Engineered Cyclotides with Potent Broad in Vitro and in Vivo Antimicrobial Activity

The search for novel antimicrobial agents to combat microbial pathogens is intensifying in response to the rapid development of drug resistance to current antibiotic therapeutics. Respiratory failure and septicemia are the leading causes of mortality among hospitalized patients. Here, the development of a novel engineered cyclotide with effective broad‐spectrum antibacterial activity against several ESKAPE bacterial strains and clinical isolates is reported. The most active antibacterial cyclotide was extremely stable in serum, showed little hemolytic activity, and provided protection in vivo in a murine model of P. aeruginosa peritonitis. These results highlight the potential of the cyclotide scaffold for the development of novel antimicrobial therapeutic leads for the treatment of bacteremia.

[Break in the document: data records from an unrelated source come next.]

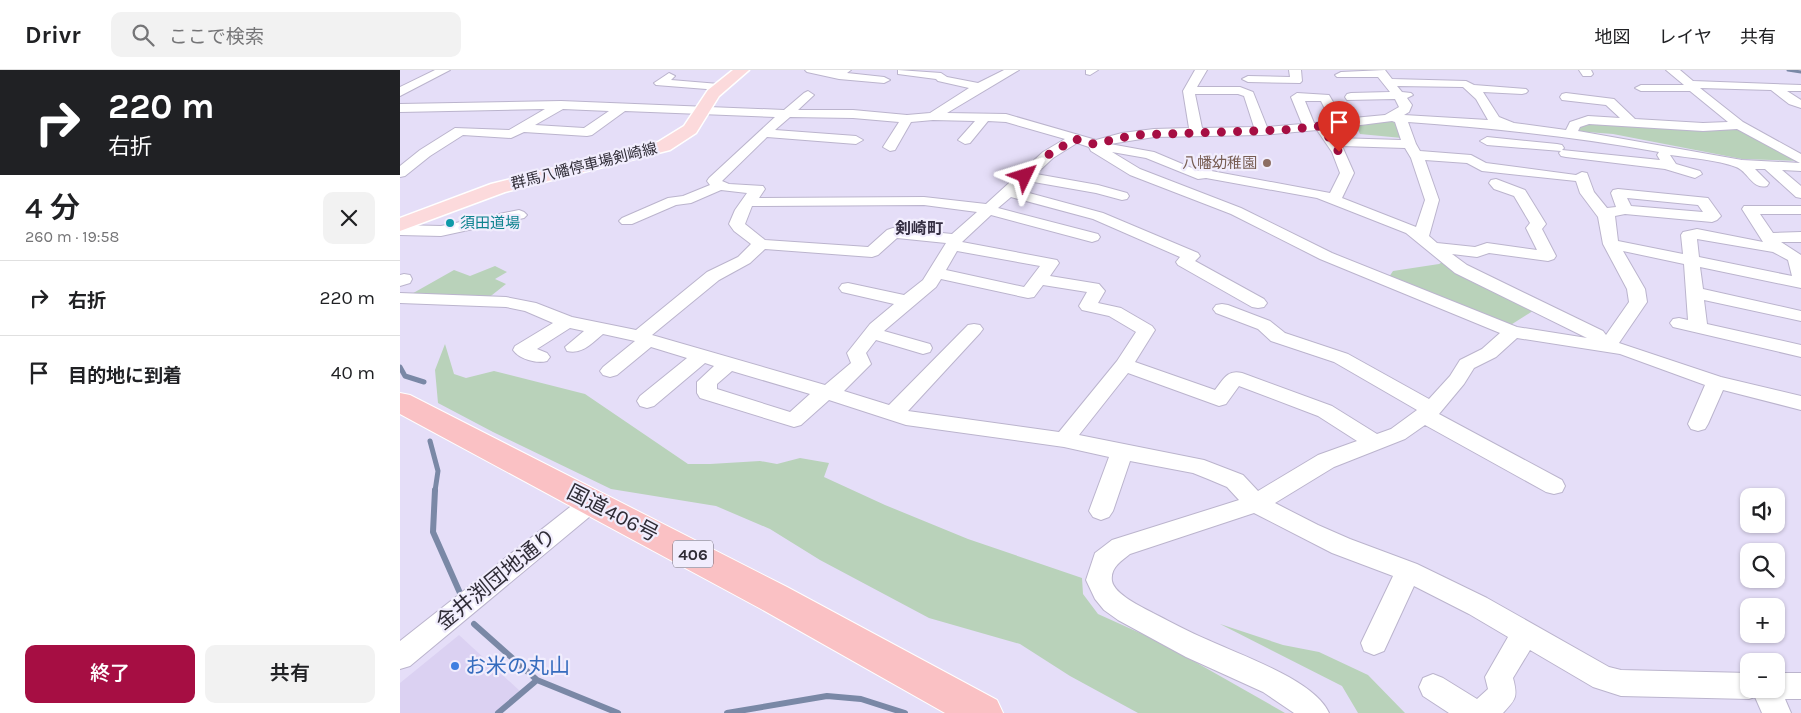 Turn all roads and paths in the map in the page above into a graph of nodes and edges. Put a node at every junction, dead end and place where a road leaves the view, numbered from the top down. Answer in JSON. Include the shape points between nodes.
{"nodes":[{"id":1,"x":444,"y":70,"type":"edge"},
{"id":2,"x":742,"y":70,"type":"edge"},
{"id":3,"x":811,"y":70,"type":"edge"},
{"id":4,"x":1013,"y":70,"type":"edge"},
{"id":5,"x":1201,"y":70,"type":"edge"},
{"id":6,"x":1295,"y":70,"type":"edge"},
{"id":7,"x":1672,"y":70,"type":"edge"},
{"id":8,"x":841,"y":72,"type":"edge"},
{"id":9,"x":902,"y":72,"type":"dead end"},
{"id":10,"x":1341,"y":74,"type":"dead end"},
{"id":11,"x":1251,"y":75,"type":"edge"},
{"id":12,"x":1383,"y":75,"type":"edge"},
{"id":13,"x":669,"y":76,"type":"dead end"},
{"id":14,"x":884,"y":80,"type":"dead end"},
{"id":15,"x":1514,"y":80,"type":"dead end"},
{"id":16,"x":1692,"y":86,"type":"junction"},
{"id":17,"x":719,"y":87,"type":"junction"},
{"id":18,"x":979,"y":87,"type":"junction"},
{"id":19,"x":1774,"y":87,"type":"junction"},
{"id":20,"x":1642,"y":88,"type":"dead end"},
{"id":21,"x":1801,"y":88,"type":"edge"},
{"id":22,"x":1240,"y":90,"type":"junction"},
{"id":23,"x":1190,"y":91,"type":"junction"},
{"id":24,"x":400,"y":93,"type":"edge"},
{"id":25,"x":485,"y":93,"type":"dead end"},
{"id":26,"x":1467,"y":93,"type":"junction"},
{"id":27,"x":419,"y":94,"type":"dead end"},
{"id":28,"x":1399,"y":95,"type":"junction"},
{"id":29,"x":808,"y":96,"type":"dead end"},
{"id":30,"x":1417,"y":96,"type":"dead end"},
{"id":31,"x":1351,"y":97,"type":"dead end"},
{"id":32,"x":1566,"y":97,"type":"dead end"},
{"id":33,"x":1801,"y":104,"type":"edge"},
{"id":34,"x":561,"y":105,"type":"junction"},
{"id":35,"x":624,"y":107,"type":"junction"},
{"id":36,"x":460,"y":108,"type":"junction"},
{"id":37,"x":403,"y":109,"type":"edge"},
{"id":38,"x":700,"y":111,"type":"junction"},
{"id":39,"x":786,"y":113,"type":"junction"},
{"id":40,"x":1644,"y":113,"type":"dead end"},
{"id":41,"x":933,"y":116,"type":"junction"},
{"id":42,"x":877,"y":117,"type":"junction"},
{"id":43,"x":985,"y":117,"type":"junction"},
{"id":44,"x":1395,"y":117,"type":"junction"},
{"id":45,"x":907,"y":119,"type":"junction"},
{"id":46,"x":1631,"y":122,"type":"junction"},
{"id":47,"x":1654,"y":123,"type":"junction"},
{"id":48,"x":1338,"y":124,"type":"junction"},
{"id":49,"x":1739,"y":125,"type":"junction"},
{"id":50,"x":1315,"y":126,"type":"junction"},
{"id":51,"x":521,"y":128,"type":"junction"},
{"id":52,"x":1516,"y":128,"type":"junction"},
{"id":53,"x":1531,"y":130,"type":"junction"},
{"id":54,"x":1262,"y":131,"type":"junction"},
{"id":55,"x":764,"y":133,"type":"junction"},
{"id":56,"x":1196,"y":133,"type":"junction"},
{"id":57,"x":1571,"y":134,"type":"junction"},
{"id":58,"x":1075,"y":139,"type":"junction"},
{"id":59,"x":965,"y":140,"type":"dead end"},
{"id":60,"x":1487,"y":141,"type":"dead end"},
{"id":61,"x":1332,"y":142,"type":"junction"},
{"id":62,"x":1094,"y":144,"type":"junction"},
{"id":63,"x":890,"y":147,"type":"dead end"},
{"id":64,"x":1661,"y":149,"type":"junction"},
{"id":65,"x":1412,"y":150,"type":"junction"},
{"id":66,"x":1561,"y":151,"type":"junction"},
{"id":67,"x":1801,"y":158,"type":"edge"},
{"id":68,"x":1742,"y":164,"type":"junction"},
{"id":69,"x":1670,"y":165,"type":"junction"},
{"id":70,"x":1769,"y":166,"type":"junction"},
{"id":71,"x":1801,"y":167,"type":"edge"},
{"id":72,"x":400,"y":173,"type":"edge"},
{"id":73,"x":1578,"y":173,"type":"junction"},
{"id":74,"x":1695,"y":174,"type":"dead end"},
{"id":75,"x":1025,"y":176,"type":"junction"},
{"id":76,"x":1762,"y":182,"type":"dead end"},
{"id":77,"x":1496,"y":183,"type":"dead end"},
{"id":78,"x":719,"y":186,"type":"junction"},
{"id":79,"x":1009,"y":192,"type":"junction"},
{"id":80,"x":1801,"y":194,"type":"edge"},
{"id":81,"x":1122,"y":196,"type":"dead end"},
{"id":82,"x":1334,"y":200,"type":"junction"},
{"id":83,"x":748,"y":202,"type":"junction"},
{"id":84,"x":988,"y":209,"type":"junction"},
{"id":85,"x":1625,"y":210,"type":"junction"},
{"id":86,"x":1801,"y":210,"type":"edge"},
{"id":87,"x":519,"y":215,"type":"dead end"},
{"id":88,"x":1606,"y":217,"type":"junction"},
{"id":89,"x":626,"y":221,"type":"dead end"},
{"id":90,"x":400,"y":225,"type":"edge"},
{"id":91,"x":400,"y":230,"type":"edge"},
{"id":92,"x":1092,"y":237,"type":"dead end"},
{"id":93,"x":1801,"y":237,"type":"edge"},
{"id":94,"x":1426,"y":241,"type":"junction"},
{"id":95,"x":954,"y":242,"type":"junction"},
{"id":96,"x":1161,"y":242,"type":"junction"},
{"id":97,"x":1772,"y":242,"type":"junction"},
{"id":98,"x":760,"y":244,"type":"junction"},
{"id":99,"x":1611,"y":244,"type":"junction"},
{"id":100,"x":1150,"y":256,"type":"dead end"},
{"id":101,"x":1797,"y":257,"type":"edge"},
{"id":102,"x":1692,"y":261,"type":"junction"},
{"id":103,"x":936,"y":273,"type":"junction"},
{"id":104,"x":1801,"y":277,"type":"edge"},
{"id":105,"x":1040,"y":279,"type":"junction"},
{"id":106,"x":1801,"y":283,"type":"edge"},
{"id":107,"x":401,"y":286,"type":"edge"},
{"id":108,"x":848,"y":288,"type":"dead end"},
{"id":109,"x":1696,"y":293,"type":"junction"},
{"id":110,"x":906,"y":301,"type":"junction"},
{"id":111,"x":1258,"y":303,"type":"dead end"},
{"id":112,"x":1222,"y":309,"type":"dead end"},
{"id":113,"x":1801,"y":316,"type":"edge"},
{"id":114,"x":567,"y":322,"type":"junction"},
{"id":115,"x":1679,"y":323,"type":"dead end"},
{"id":116,"x":1698,"y":327,"type":"junction"},
{"id":117,"x":600,"y":328,"type":"junction"},
{"id":118,"x":974,"y":328,"type":"dead end"},
{"id":119,"x":1513,"y":332,"type":"junction"},
{"id":120,"x":872,"y":333,"type":"junction"},
{"id":121,"x":644,"y":338,"type":"junction"},
{"id":122,"x":574,"y":347,"type":"dead end"},
{"id":123,"x":1607,"y":347,"type":"junction"},
{"id":124,"x":923,"y":348,"type":"dead end"},
{"id":125,"x":1801,"y":352,"type":"edge"},
{"id":126,"x":701,"y":356,"type":"junction"},
{"id":127,"x":540,"y":357,"type":"dead end"},
{"id":128,"x":729,"y":363,"type":"junction"},
{"id":129,"x":1124,"y":365,"type":"junction"},
{"id":130,"x":610,"y":371,"type":"dead end"},
{"id":131,"x":1716,"y":382,"type":"junction"},
{"id":132,"x":827,"y":392,"type":"junction"},
{"id":133,"x":647,"y":401,"type":"dead end"},
{"id":134,"x":400,"y":402,"type":"edge"},
{"id":135,"x":1801,"y":403,"type":"edge"},
{"id":136,"x":1428,"y":412,"type":"junction"},
{"id":137,"x":894,"y":414,"type":"junction"},
{"id":138,"x":1698,"y":424,"type":"dead end"},
{"id":139,"x":1064,"y":440,"type":"junction"},
{"id":140,"x":1375,"y":444,"type":"junction"},
{"id":141,"x":1122,"y":451,"type":"junction"},
{"id":142,"x":1554,"y":486,"type":"dead end"},
{"id":143,"x":592,"y":502,"type":"junction"},
{"id":144,"x":1256,"y":503,"type":"junction"},
{"id":145,"x":1101,"y":511,"type":"dead end"},
{"id":146,"x":1408,"y":571,"type":"junction"},
{"id":147,"x":1525,"y":633,"type":"junction"},
{"id":148,"x":1374,"y":643,"type":"dead end"},
{"id":149,"x":400,"y":657,"type":"edge"},
{"id":150,"x":1740,"y":686,"type":"edge"},
{"id":151,"x":1785,"y":686,"type":"edge"},
{"id":152,"x":1801,"y":686,"type":"edge"},
{"id":153,"x":1433,"y":687,"type":"dead end"},
{"id":154,"x":1770,"y":698,"type":"edge"},
{"id":155,"x":983,"y":713,"type":"edge"},
{"id":156,"x":1315,"y":713,"type":"edge"},
{"id":157,"x":1474,"y":713,"type":"edge"},
{"id":158,"x":1483,"y":713,"type":"edge"},
{"id":159,"x":1777,"y":713,"type":"edge"}],
"edges":[{"from":1,"to":24,"type":"street"},
{"from":2,"to":17,"type":"main road","name":"群馬八幡停車場剣崎線"},
{"from":3,"to":8,"type":"street"},
{"from":4,"to":18,"type":"street"},
{"from":5,"to":23,"type":"street"},
{"from":6,"to":11,"type":"street","via":[[1296,81]]},
{"from":7,"to":16,"type":"street"},
{"from":8,"to":14,"type":"street","via":[[839,76]]},
{"from":9,"to":18,"type":"street","via":[[941,76],[942,80]]},
{"from":10,"to":12,"type":"street"},
{"from":11,"to":22,"type":"street"},
{"from":12,"to":26,"type":"street","via":[[1466,84]]},
{"from":12,"to":28,"type":"street"},
{"from":13,"to":17,"type":"street","via":[[660,83]]},
{"from":15,"to":26,"type":"street","via":[[1524,94]]},
{"from":16,"to":19,"type":"street"},
{"from":16,"to":20,"type":"street"},
{"from":16,"to":49,"type":"street"},
{"from":17,"to":38,"type":"main road","name":"群馬八幡停車場剣崎線"},
{"from":18,"to":41,"type":"street"},
{"from":19,"to":21,"type":"street"},
{"from":19,"to":33,"type":"street"},
{"from":22,"to":23,"type":"street"},
{"from":22,"to":54,"type":"street","via":[[1249,94]]},
{"from":23,"to":56,"type":"street"},
{"from":24,"to":27,"type":"street"},
{"from":25,"to":36,"type":"street"},
{"from":26,"to":52,"type":"street","via":[[1482,98],[1494,120]]},
{"from":28,"to":30,"type":"street"},
{"from":28,"to":31,"type":"street"},
{"from":28,"to":44,"type":"street","via":[[1405,108]]},
{"from":29,"to":39,"type":"street"},
{"from":32,"to":46,"type":"street","via":[[1610,102]]},
{"from":34,"to":35,"type":"street"},
{"from":34,"to":36,"type":"street"},
{"from":34,"to":51,"type":"street"},
{"from":35,"to":38,"type":"street"},
{"from":35,"to":51,"type":"street","via":[[587,132]]},
{"from":36,"to":37,"type":"street"},
{"from":38,"to":39,"type":"street"},
{"from":38,"to":90,"type":"main road","name":"群馬八幡停車場剣崎線","via":[[690,129],[664,146],[498,188]]},
{"from":39,"to":42,"type":"street"},
{"from":39,"to":55,"type":"street"},
{"from":40,"to":47,"type":"street"},
{"from":41,"to":43,"type":"street"},
{"from":41,"to":45,"type":"street"},
{"from":42,"to":45,"type":"street"},
{"from":42,"to":55,"type":"street","via":[[853,144],[820,138],[822,136]]},
{"from":43,"to":58,"type":"street","via":[[1006,118]]},
{"from":43,"to":59,"type":"street"},
{"from":44,"to":48,"type":"street"},
{"from":44,"to":52,"type":"street"},
{"from":44,"to":65,"type":"street","via":[[1401,120]]},
{"from":45,"to":63,"type":"street"},
{"from":46,"to":47,"type":"street"},
{"from":46,"to":57,"type":"street","via":[[1582,121],[1574,125]]},
{"from":47,"to":49,"type":"street"},
{"from":48,"to":50,"type":"street"},
{"from":48,"to":50,"type":"street","via":[[1325,98],[1297,97]]},
{"from":49,"to":67,"type":"street"},
{"from":50,"to":54,"type":"street"},
{"from":50,"to":61,"type":"street"},
{"from":51,"to":72,"type":"street","via":[[511,134],[460,131]]},
{"from":52,"to":53,"type":"street"},
{"from":53,"to":57,"type":"street"},
{"from":53,"to":66,"type":"street"},
{"from":54,"to":56,"type":"street"},
{"from":55,"to":78,"type":"street","via":[[714,181]]},
{"from":56,"to":62,"type":"street","via":[[1134,135]]},
{"from":57,"to":64,"type":"street"},
{"from":58,"to":62,"type":"street"},
{"from":58,"to":75,"type":"street","via":[[1048,155]]},
{"from":60,"to":66,"type":"street"},
{"from":61,"to":65,"type":"street"},
{"from":61,"to":82,"type":"street","via":[[1347,174]]},
{"from":62,"to":82,"type":"street","via":[[1149,155],[1198,175],[1309,192]]},
{"from":62,"to":119,"type":"street","via":[[1136,172],[1236,211],[1326,256]]},
{"from":64,"to":68,"type":"street"},
{"from":64,"to":69,"type":"street"},
{"from":65,"to":73,"type":"street","via":[[1471,159],[1482,167]]},
{"from":65,"to":94,"type":"street","via":[[1432,200]]},
{"from":66,"to":69,"type":"street"},
{"from":66,"to":73,"type":"street"},
{"from":68,"to":70,"type":"street"},
{"from":68,"to":76,"type":"street"},
{"from":69,"to":74,"type":"street"},
{"from":70,"to":71,"type":"street"},
{"from":70,"to":80,"type":"street"},
{"from":73,"to":88,"type":"street","via":[[1587,194]]},
{"from":75,"to":79,"type":"street"},
{"from":75,"to":81,"type":"street"},
{"from":77,"to":94,"type":"street","via":[[1520,193],[1538,224],[1534,228],[1548,256],[1487,248],[1477,252]]},
{"from":78,"to":83,"type":"street","via":[[758,189]]},
{"from":78,"to":89,"type":"street"},
{"from":79,"to":84,"type":"street"},
{"from":79,"to":96,"type":"street","via":[[1098,216]]},
{"from":82,"to":94,"type":"street","via":[[1411,230]]},
{"from":83,"to":84,"type":"street","via":[[924,201]]},
{"from":83,"to":98,"type":"street","via":[[737,224]]},
{"from":84,"to":92,"type":"street"},
{"from":84,"to":95,"type":"street"},
{"from":85,"to":85,"type":"street","via":[[1712,217],[1713,216],[1703,201],[1618,193]]},
{"from":85,"to":88,"type":"street","via":[[1610,212]]},
{"from":86,"to":97,"type":"street","via":[[1749,210]]},
{"from":87,"to":91,"type":"street","via":[[441,231]]},
{"from":88,"to":99,"type":"street"},
{"from":93,"to":97,"type":"street"},
{"from":94,"to":123,"type":"street","via":[[1461,269],[1596,335]]},
{"from":95,"to":98,"type":"street","via":[[893,234],[872,252]]},
{"from":95,"to":103,"type":"street"},
{"from":95,"to":105,"type":"street","via":[[1051,263]]},
{"from":96,"to":100,"type":"street"},
{"from":96,"to":111,"type":"street","via":[[1192,256],[1184,262]]},
{"from":97,"to":101,"type":"street"},
{"from":97,"to":102,"type":"street","via":[[1764,247],[1691,233]]},
{"from":98,"to":121,"type":"street","via":[[744,260],[713,276]]},
{"from":99,"to":102,"type":"street"},
{"from":99,"to":123,"type":"street","via":[[1636,290],[1638,302]]},
{"from":101,"to":104,"type":"street"},
{"from":102,"to":106,"type":"street"},
{"from":102,"to":109,"type":"street"},
{"from":103,"to":105,"type":"street","via":[[1028,293]]},
{"from":103,"to":110,"type":"street","via":[[930,283]]},
{"from":105,"to":129,"type":"street","via":[[1093,288],[1096,291],[1088,306],[1116,312],[1146,330]]},
{"from":107,"to":114,"type":"street","via":[[530,307]]},
{"from":108,"to":110,"type":"street"},
{"from":109,"to":113,"type":"street"},
{"from":109,"to":116,"type":"street"},
{"from":110,"to":120,"type":"street"},
{"from":112,"to":136,"type":"street","via":[[1264,325],[1278,337],[1341,358]]},
{"from":114,"to":117,"type":"street"},
{"from":114,"to":127,"type":"street","via":[[522,350]]},
{"from":115,"to":116,"type":"street"},
{"from":116,"to":125,"type":"street"},
{"from":117,"to":121,"type":"street"},
{"from":117,"to":122,"type":"street"},
{"from":118,"to":137,"type":"street"},
{"from":119,"to":123,"type":"street"},
{"from":119,"to":136,"type":"street","via":[[1489,353],[1467,364]]},
{"from":120,"to":124,"type":"street"},
{"from":120,"to":132,"type":"street","via":[[856,353],[861,364]]},
{"from":121,"to":126,"type":"street"},
{"from":121,"to":130,"type":"street"},
{"from":123,"to":131,"type":"street","via":[[1623,349]]},
{"from":126,"to":128,"type":"street"},
{"from":126,"to":133,"type":"street"},
{"from":128,"to":132,"type":"street"},
{"from":128,"to":132,"type":"street","via":[[707,382],[707,393],[794,420]]},
{"from":129,"to":139,"type":"street"},
{"from":129,"to":140,"type":"street","via":[[1219,399],[1235,376],[1325,411]]},
{"from":131,"to":135,"type":"street"},
{"from":131,"to":138,"type":"street"},
{"from":132,"to":137,"type":"street"},
{"from":134,"to":143,"type":"highway","name":"国道406号","number":"406"},
{"from":136,"to":140,"type":"street","via":[[1398,434]]},
{"from":136,"to":142,"type":"street"},
{"from":137,"to":139,"type":"street"},
{"from":139,"to":141,"type":"street"},
{"from":140,"to":144,"type":"street","via":[[1326,461]]},
{"from":141,"to":144,"type":"street","via":[[1216,473],[1234,481]]},
{"from":141,"to":145,"type":"street"},
{"from":143,"to":149,"type":"street","name":"金井渕団地通り"},
{"from":143,"to":155,"type":"highway","name":"国道406号","number":"406"},
{"from":144,"to":146,"type":"street","via":[[1341,546]]},
{"from":144,"to":156,"type":"street","via":[[1121,548],[1104,560],[1099,580],[1112,602],[1127,612],[1273,683]]},
{"from":146,"to":147,"type":"street"},
{"from":146,"to":148,"type":"street"},
{"from":147,"to":150,"type":"street","via":[[1586,670],[1621,683]]},
{"from":147,"to":158,"type":"street","via":[[1500,677],[1503,693]]},
{"from":151,"to":152,"type":"street"},
{"from":153,"to":157,"type":"street"},
{"from":154,"to":159,"type":"street"}]} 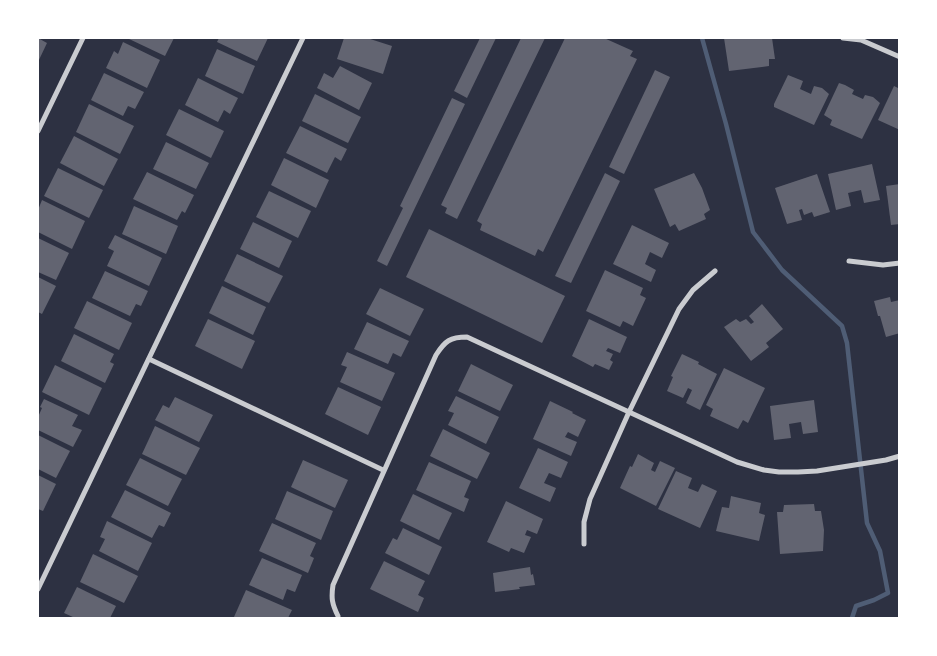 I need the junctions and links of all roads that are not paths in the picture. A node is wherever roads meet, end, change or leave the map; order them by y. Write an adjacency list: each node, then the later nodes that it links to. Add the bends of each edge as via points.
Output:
1 (82, 38): 5 (street)
2 (302, 38): 9 (street)
3 (843, 38): 4 (street, via 861,40)
4 (900, 57)
5 (38, 131)
6 (848, 261): 7 (street, via 883,265)
7 (900, 263)
8 (715, 270): 10 (street, via 693,290 679,309)
9 (149, 359): 12 (street); 14 (street)
10 (629, 412): 11 (street, via 738,462 764,470 798,472); 12 (street, via 467,337 458,337 442,345 436,355); 13 (street, via 586,511)
11 (900, 456)
12 (383, 470): 15 (street, via 333,585 332,604)
13 (584, 544)
14 (38, 589)
15 (338, 616)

The cyclotide is turning: By using a topologically modified sequence of protegrin PG‐1, novel cyclotides were engineered with effective broad‐spectrum antibacterial activity against several ESKAPE bacterial strains and clinical isolates. The most active antibacterial cyclotide showed little hemolytic activity and was extremely stable in serum. In addition, this cyclotide was able to provide protection in vivo in a murine P. aeruginosa‐induced peritonitis model.